On the fourth night, and as they were drinking lavender and lemon balm, Ryou was unusually somber. It took seven minutes for him to break the silence.
“You know… I got a call from the museum today.”
Bakura lowered his mug. He didn’t have to ask which museum. He knew perfectly well.
“What did they want?”
Ryou looked like the definition of uncomfortable: gaze low, darting from spot to spot, fingers fiddling with his cup.
“They still have my diorama,” he said. “They… They want me to take it off their hands. They told me to go and pick it up tomorrow.”
Oh. The diorama.
Bakura had forgotten about that.

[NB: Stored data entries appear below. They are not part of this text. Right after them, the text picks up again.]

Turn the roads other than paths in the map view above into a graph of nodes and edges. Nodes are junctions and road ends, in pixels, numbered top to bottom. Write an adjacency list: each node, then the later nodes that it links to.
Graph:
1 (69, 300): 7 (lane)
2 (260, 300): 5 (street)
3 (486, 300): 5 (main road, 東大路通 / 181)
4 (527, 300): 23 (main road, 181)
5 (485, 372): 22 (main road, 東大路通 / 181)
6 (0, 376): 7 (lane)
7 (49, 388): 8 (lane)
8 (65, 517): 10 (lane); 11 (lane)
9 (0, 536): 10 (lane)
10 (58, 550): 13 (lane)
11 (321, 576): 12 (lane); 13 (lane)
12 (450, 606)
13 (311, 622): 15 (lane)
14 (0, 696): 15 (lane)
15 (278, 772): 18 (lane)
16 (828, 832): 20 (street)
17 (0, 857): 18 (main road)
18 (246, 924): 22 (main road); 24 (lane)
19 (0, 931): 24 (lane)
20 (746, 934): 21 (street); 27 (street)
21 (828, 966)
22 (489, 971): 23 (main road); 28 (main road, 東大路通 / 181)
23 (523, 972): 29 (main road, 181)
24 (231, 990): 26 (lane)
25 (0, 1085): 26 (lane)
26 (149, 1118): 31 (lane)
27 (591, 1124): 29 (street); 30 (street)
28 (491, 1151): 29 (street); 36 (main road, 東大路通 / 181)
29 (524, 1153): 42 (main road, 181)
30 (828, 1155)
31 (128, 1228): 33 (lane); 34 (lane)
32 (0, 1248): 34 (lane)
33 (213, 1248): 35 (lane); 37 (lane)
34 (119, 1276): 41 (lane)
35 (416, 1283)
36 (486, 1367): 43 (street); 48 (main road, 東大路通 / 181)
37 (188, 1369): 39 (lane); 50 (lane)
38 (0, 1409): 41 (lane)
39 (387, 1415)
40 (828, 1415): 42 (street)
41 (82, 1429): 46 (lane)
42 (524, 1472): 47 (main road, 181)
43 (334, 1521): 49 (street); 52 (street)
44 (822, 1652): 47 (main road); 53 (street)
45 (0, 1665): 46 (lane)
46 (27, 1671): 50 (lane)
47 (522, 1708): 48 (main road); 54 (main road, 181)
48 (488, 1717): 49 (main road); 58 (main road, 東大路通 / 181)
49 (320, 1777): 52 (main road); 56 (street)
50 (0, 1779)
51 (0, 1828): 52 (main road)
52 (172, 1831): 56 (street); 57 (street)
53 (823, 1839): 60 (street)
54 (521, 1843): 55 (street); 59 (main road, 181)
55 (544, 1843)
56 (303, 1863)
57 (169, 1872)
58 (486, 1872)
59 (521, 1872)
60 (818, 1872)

He hadn’t seen it around, so he’d assumed Ryou had thrown it away. He hadn’t expected it’d still be at the museum.
He didn’t like that at all. That diorama held no good memories: it was the place of his last—and greatest—defeat, a remnant of a plan that had been doomed to fail.
Judging by the look on Ryou’s face, he wasn’t enjoying this, either.
“Do you want it back?” Bakura asked.
Ryou bit his lip uncertainly. “I don’t know. I put many hours into making it, but…”
He trailed off. He glanced at Bakura, which caused guilt to crawl up his throat.
It was true: it had been lots of hard work. Bakura remembered. Ryou had spent weeks working on it without stop, carefully carving away an incredible amount of detail, molding clay and correcting colors according to Bakura’s instructions.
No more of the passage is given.